Thomas Hartley to the Pennsylvania Delegates in Congress
	ALS: American Philosophical Society
	<Crown Point, July 3, 1776: In the engagements near Three Rivers
	on June 8 the sixth Pennsylvania battalion, of which I have the
	honor to be lieutenant colonel, lost Colonel Irvine, Lieutenant
	Edie, and almost eighty privates, most of whom are prisoners.
	On June 21 Captains McLean, Adams, and Rippie, Lieutenants
	McKerran, McCallister, and Hogg, Ensigns Lusk and Culbertson,
	and four privates crossed from Isle aux Noix to the west shore to
	fish in sight of the camp; they carried no arms.

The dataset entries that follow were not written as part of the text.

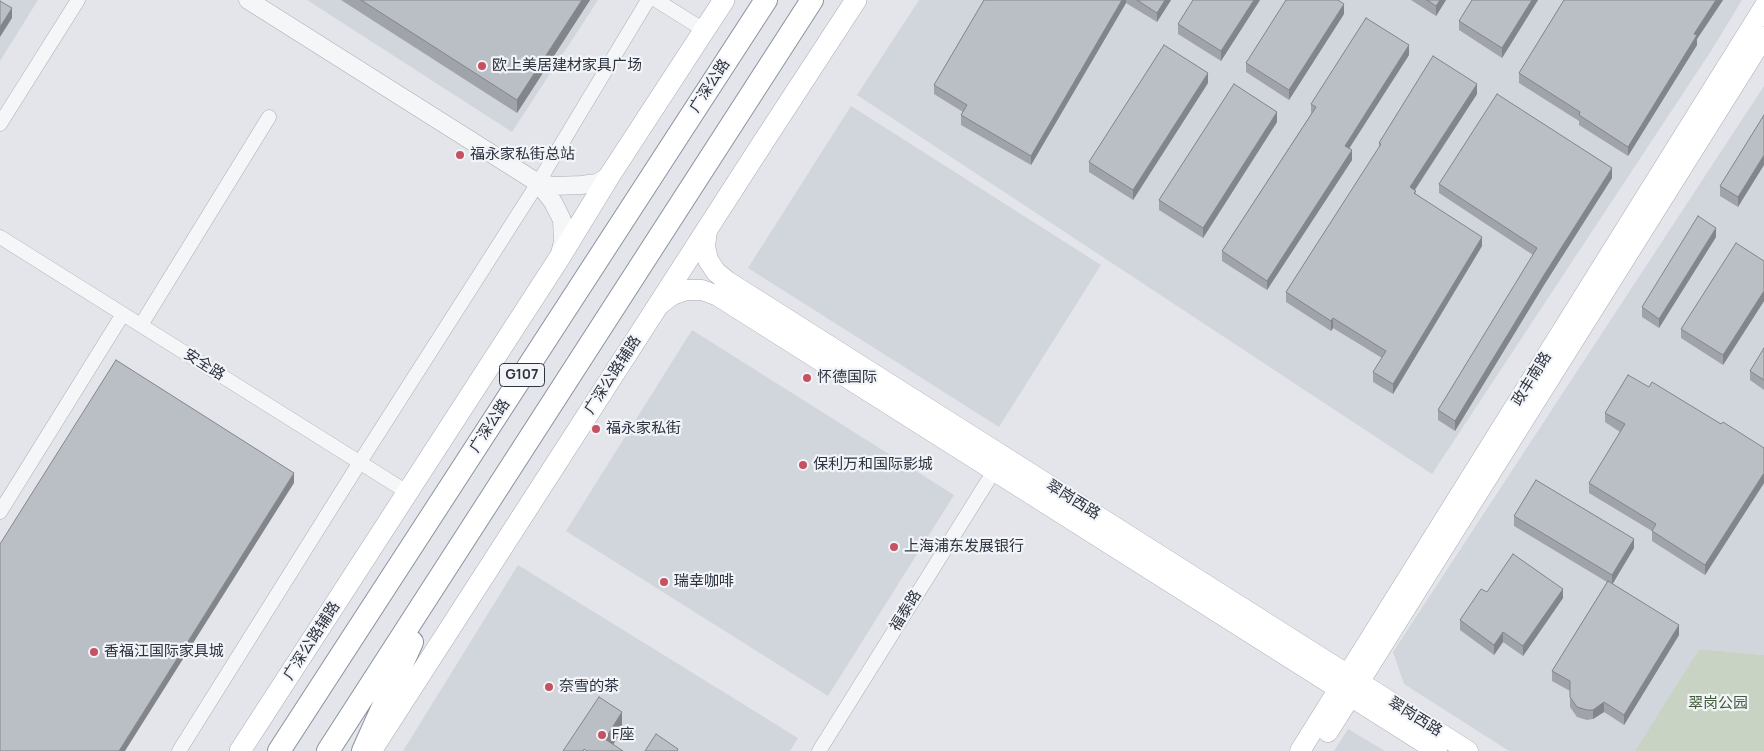 <!DOCTYPE html>
<html>
<head>
<meta charset="utf-8">
<style>
	body { margin:0 }
	canvas { display:block; background:#e3e5ea }
</style>
</head>
<body>
<canvas width="1764" height="751"></canvas>
<script>
const ctx = document.querySelector('canvas').getContext('2d');
ctx.lineJoin = 'round';
function fillPath(path, color) {
  ctx.fillStyle = color;
  ctx.fill(path, 'evenodd');
}
function toPath(rows) {
  const path = new Path2D();
  for (const r of rows) {
    path.moveTo(r[0], r[1]);
    for (let i = 2; i < r.length; i += 2) path.lineTo(r[i], r[i + 1]);
  }
  return path;
}
function strokePath(path, color, width, dash) {
  ctx.strokeStyle = color;
  ctx.lineWidth = width;
  ctx.lineCap = dash ? 'butt' : 'round';
  ctx.setLineDash(dash || []);
  ctx.stroke(path);
}
function label(font, color, halo, rows, align = 'center') {
  ctx.font = font + ' Manrope,"Noto Sans SC",sans-serif';
  ctx.lineWidth = 4.5;
  ctx.setLineDash([]);
  ctx.textBaseline = 'middle';
  ctx.strokeStyle = halo;
  ctx.fillStyle = color;
  for (const [text, x, y, turn = 0] of rows) {
    ctx.save();
    ctx.translate(x, y);
    ctx.rotate((+turn || 0) * Math.PI / 180);
    ctx.textAlign = isNaN(turn) ? turn : align;
    if (halo) ctx.strokeText(text, 0, 0);
    ctx.fillText(text, 0, 0);
    ctx.restore();
  }
}
fillPath(toPath([
	[0,0,38,0,0,61],
	[307,0,598,0,512,132],
	[919,0,1742,0,1711,51,1432,474,857,95],
	[1764,86,1764,655,1699,649,1635,751,1509,751,1404,684,1393,652],
	[851,106,1101,265,999,427,748,268],
	[692,330,954,495,828,696,566,531],
	[518,565,798,738,790,751,403,751],
	[1348,729,1385,751,1334,751]
]), '#d1d5dc');
fillPath(toPath([
	[1699,649,1764,655,1764,751,1635,751]
]), '#c8d3c4');
const minor = toPath([
	[656,0,704,30],
	[0,124,78,0],
	[0,237,407,492],
	[141,325,269,117],
	[0,512,123,314],
	[179,751,360,462,538,183,648,0],
	[819,751,994,471]
]);
const tertiary = toPath([
	[248,0,538,183,553,202,562,220,563,241,560,254],
	[538,183,554,186,581,185,597,183,610,175]
]);
const secondary = toPath([
	[707,230,705,246,708,260,716,272,727,281,1468,751],
	[659,305,672,295,686,290,702,290,718,296,1437,751],
	[1328,732,1764,37],
	[1300,751,1764,7]
]);
const primary = toPath([
	[240,751,560,257,610,175,724,0],
	[371,751,762,144,856,0]
]);
const trunk = toPath([
	[279,751,766,0],
	[328,751,812,0],
	[363,751,412,642]
]);
strokePath(minor, '#a8acb4', 15);
strokePath(tertiary, '#a8acb4', 19);
strokePath(secondary, '#a8acb4', 21);
strokePath(primary, '#a3aab5', 22);
strokePath(trunk, '#8b93a0', 24);
strokePath(minor, '#f5f6f8', 14);
strokePath(tertiary, '#f5f6f8', 18);
strokePath(secondary, '#fff', 20);
strokePath(primary, '#fff', 21);
strokePath(trunk, '#fff', 22);
fillPath(toPath([
	[341,0,590,0,517,113],
	[984,0,1171,0,1157,22,1126,3,1031,165,961,125,961,115,963,112,934,94,934,85],
	[1260,0,1221,61,1178,34,1178,24],
	[1411,0,1446,0,1436,16],
	[1538,0,1502,58,1459,30,1459,21],
	[1564,0,1723,0,1697,39,1697,45,1628,156,1579,125,1579,121,1519,83,1519,73],
	[1344,14,1289,100,1246,72,1246,63],
	[1409,55,1349,148,1352,160,1267,290,1222,261,1222,251,1311,114,1311,104],
	[1208,83,1133,200,1089,172,1089,162],
	[1477,94,1415,190,1416,194,1482,246,1393,394,1373,382,1373,372,1382,358,1333,328,1331,331,1286,302,1286,292,1379,149,1379,143],
	[1764,115,1738,207,1720,196,1720,186],
	[1277,122,1203,238,1159,210,1159,200],
	[1612,178,1544,285,1455,431,1438,420,1438,410,1533,255,1439,193,1439,184],
	[1716,237,1659,328,1642,317,1642,307],
	[1764,261,1764,301,1723,365,1681,338,1681,329],
	[1764,348,1764,390,1750,380,1750,371],
	[1649,387,1721,424,1764,448,1764,483,1705,575,1652,541,1652,531,1589,493,1589,483,1620,432,1605,422,1605,413],
	[1514,516,1634,548,1612,584,1679,635,1624,725,1604,712,1593,719,1587,720,1577,717,1570,707,1570,691,1552,681,1552,671,1607,582,1514,526],
	[1487,592,1563,598,1523,656,1503,642,1494,655,1460,630,1460,620]
]), '#a0a4aa');
fillPath(toPath([
	[582,0,590,0,517,113,517,100],
	[1122,0,1126,0,1126,3,1031,165,1031,156],
	[1165,0,1171,0,1157,22,1157,13],
	[1254,0,1260,0,1221,61,1221,51],
	[1440,0,1446,0,1436,16,1436,6],
	[1532,0,1538,0,1502,58,1502,48],
	[1716,0,1723,0,1697,39,1697,45,1628,156,1628,147,1694,34],
	[1344,4,1344,14,1289,100,1289,90],
	[12,8,12,18,0,37,0,27],
	[1409,45,1409,55,1345,155,1345,146],
	[1208,73,1208,83,1133,200,1133,190],
	[1477,84,1477,94,1410,197,1410,187],
	[1277,112,1277,122,1203,238,1203,228],
	[1352,150,1352,160,1267,290,1267,281],
	[1764,155,1764,165,1738,207,1738,197],
	[1612,168,1612,178,1544,285,1455,431,1455,421,1544,275],
	[1716,228,1716,237,1659,328,1659,319],
	[1482,237,1482,246,1393,394,1393,384],
	[1764,291,1764,301,1723,365,1723,355],
	[1333,318,1333,328,1331,331,1331,321],
	[294,473,294,483,125,751,119,751],
	[1764,473,1764,483,1705,575,1705,565],
	[1634,539,1634,548,1612,585,1612,575],
	[1563,589,1563,598,1523,656,1523,646],
	[1679,625,1679,635,1624,725,1624,715],
	[1503,632,1503,642,1494,655,1494,645],
	[1604,702,1604,712,1593,719,1593,710],
	[622,712,622,731,609,751,605,739]
]), '#82868b');
const building = toPath([
	[361,0,582,0,517,100,361,0],
	[984,0,1122,0,1031,156,961,115,967,105,934,85,984,0],
	[1137,0,1165,0,1157,13,1137,0],
	[1193,0,1254,0,1221,51,1178,24,1193,0],
	[1286,0,1338,0,1344,4,1289,90,1246,63,1286,0],
	[1427,0,1440,0,1436,6,1427,0],
	[1472,0,1532,0,1502,48,1459,21,1472,0],
	[1564,0,1716,0,1694,34,1697,35,1628,147,1579,115,1580,112,1519,73,1564,0],
	[0,1,12,8,0,27,0,1],
	[1366,18,1409,45,1345,146,1352,150,1267,281,1222,251,1316,107,1311,104,1366,18],
	[1164,45,1208,73,1133,190,1089,162,1164,45],
	[1433,56,1477,84,1410,187,1416,191,1414,193,1482,237,1393,384,1373,372,1386,351,1333,318,1331,321,1286,292,1381,144,1379,143,1433,56],
	[1234,84,1277,112,1203,228,1159,200,1234,84],
	[1497,94,1612,168,1544,275,1455,421,1438,410,1537,248,1439,184,1497,94],
	[1764,115,1764,155,1738,197,1720,186,1764,115],
	[1698,216,1716,228,1659,319,1642,307,1698,216],
	[1736,243,1764,261,1764,291,1723,355,1681,329,1736,243],
	[1764,348,1764,380,1750,371,1764,348],
	[116,360,294,473,119,751,0,751,0,544,116,360],
	[1628,375,1649,387,1652,382,1721,424,1723,422,1764,448,1764,473,1705,565,1652,531,1656,524,1589,483,1625,424,1605,413,1628,375],
	[1536,480,1634,539,1612,575,1514,516,1536,480],
	[1513,554,1563,589,1523,646,1503,632,1494,645,1460,620,1481,589,1487,592,1513,554],
	[1608,581,1679,625,1624,715,1604,702,1593,710,1587,710,1577,707,1570,697,1570,681,1552,671,1608,581],
	[599,697,622,712,605,739,623,751,587,751,584,749,583,751,563,751,599,697],
	[656,734,678,749,677,751,645,751,656,734]
]);
fillPath(building, '#babfc6');
strokePath(building, '#82868b', 1);
for (const [x, y, r, color] of [
	[482,66,5,"#c55163"],
	[460,155,5,"#c55163"],
	[807,378,5,"#c55163"],
	[596,429,5,"#c55163"],
	[803,465,5,"#c55163"],
	[894,547,5,"#c55163"],
	[664,582,5,"#c55163"],
	[94,652,5,"#c55163"],
	[549,687,5,"#c55163"],
	[602,735,5,"#c55163"]
]) {
  const dot = new Path2D();
  dot.arc(x, y, r, 0, 2 * Math.PI);
  ctx.fillStyle = color;
  ctx.fill(dot);
  strokePath(dot, '#f2f4f7', 2);
}
for (const [x, y, w] of [
	[522,375,45]
]) {
  const box = new Path2D();
  box.roundRect(x - w / 2, y - 11.5, w, 23, 4);
  ctx.fillStyle = '#f2f4f7';
  ctx.fill(box);
  strokePath(box, '#2c3341', 1);
}
label('bold 14px', '#2c3341', null, [
	["G107",522,375]
]);
label('15px', '#2c3341', '#f2f4f7', [
	["欧上美居建材家具广场",492,66],
	["福永家私街总站",470,155],
	["怀德国际",817,378],
	["福永家私街",606,429],
	["保利万和国际影城",813,465],
	["上海浦东发展银行",904,547],
	["瑞幸咖啡",674,582],
	["香福江国际家具城",104,652],
	["奈雪的茶",559,687],
	["F座",612,735]
], 'left');
label('15px', '#2c3341', '#f2f4f7', [
	["广深公路",710,86,-57],
	["安全路",204,365,32],
	["广深公路辅路",613,375,-57],
	["政丰南路",1532,379,-58],
	["广深公路",490,426,-57],
	["翠岗西路",1073,500,32],
	["福泰路",906,611,-58],
	["广深公路辅路",312,641,-57],
	["翠岗西路",1415,717,32]
]);
label('15px', '#405c3a', '#f2f4f7', [
	["翠岗公园",1718,704]
]);
</script>
</body>
</html>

When they went
	to a house on the shore they were surrounded by Indians. Adams,
	Culbertson, and two privates were killed and scalped; McLean,
	McKerran, McCallister, Hogg, and two privates were captured;
	Rippie and Lusk escaped when a party of our men arrived.
	The battalion has suffered much from these accidents. The officers
	captured are the best we have, and we need their immediate
	release. The ones most recently seized were undoubtedly “carried
	directly to the Regulars at Montreal,” and I beg you to make some
	arrangement for their prompt exchange.